I want that my Discord jda bot reads the last message of an textchannel after starting.

So I call :

textChannel.getHistory().getMessageById(config.getLatestMessageId());

The MessageHistory class doesn't have an getLatestMessage method somehow. And for some reason textChannel.getHistory() is always empty and therefore always return null.

is there an other way to read messages (written before the bot was started).

Some aditional information: The textchannel is the correct textchannel. it is not empty, and I also tried writing new messages while the bot is active. But the messagehistory is always empty.

Also something I find weird: textchannel.gethistory().isempty() is true and textchannel.hasLastMessage is true as well.

Dude2345
  • 57
  • 8

1 Answers1

1

EDIT:

Do the following:

channel.getHistory().retrievePast(1).queue(messages -> {
    // messages (list) contains all received messages
    // Access them in here
    // Use for example messages.get(0) to get the received message
    // (messages is of type List)
});
// DON'T access the received messages outside here
// If you use queue the received messages WON'T be available directly after the call

PREVIOUS:

If I do the following on my bot it works:

channel.getHistory().retrievePast(1).queue(messages -> {
    if (messages.size() > 0) System.out.println(messages.get(0).getContentDisplay());
});

After the call succeeded and the lambda is executed, calling

channel.getHistory().getRetrievedHistory()

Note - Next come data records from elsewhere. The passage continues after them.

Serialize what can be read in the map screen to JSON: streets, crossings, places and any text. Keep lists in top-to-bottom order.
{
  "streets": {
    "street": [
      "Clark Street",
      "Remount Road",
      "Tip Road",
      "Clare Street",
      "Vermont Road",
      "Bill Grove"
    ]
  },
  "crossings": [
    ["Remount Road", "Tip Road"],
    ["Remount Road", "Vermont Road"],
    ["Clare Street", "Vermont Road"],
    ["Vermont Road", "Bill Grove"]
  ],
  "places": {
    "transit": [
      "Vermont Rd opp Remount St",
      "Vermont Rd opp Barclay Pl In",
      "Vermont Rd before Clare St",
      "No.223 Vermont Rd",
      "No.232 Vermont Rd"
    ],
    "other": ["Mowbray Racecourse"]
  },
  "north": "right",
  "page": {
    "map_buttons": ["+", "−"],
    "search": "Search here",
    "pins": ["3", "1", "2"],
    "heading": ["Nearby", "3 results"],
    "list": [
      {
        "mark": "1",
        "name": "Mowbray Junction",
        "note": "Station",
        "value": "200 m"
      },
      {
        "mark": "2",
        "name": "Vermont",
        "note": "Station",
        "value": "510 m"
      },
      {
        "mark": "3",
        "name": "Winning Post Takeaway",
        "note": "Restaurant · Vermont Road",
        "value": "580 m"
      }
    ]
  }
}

should return the received chat history


You can also execute the action directly and block the current thread until the message history was received by doing the following:

MessageHistory h = channel.getHistory();
h.retrievePast(1).complete();
List<Message> ml = h.getRetrievedHistory();
if (ml.size() > 0) System.out.println(ml.get(0).getContentDisplay());

but I don't recommand doing this, since it will block the current thread. Use the code in the first part of my answer instead, which won't block execution, and will fill the message history with data and once its ready it will call the lambda.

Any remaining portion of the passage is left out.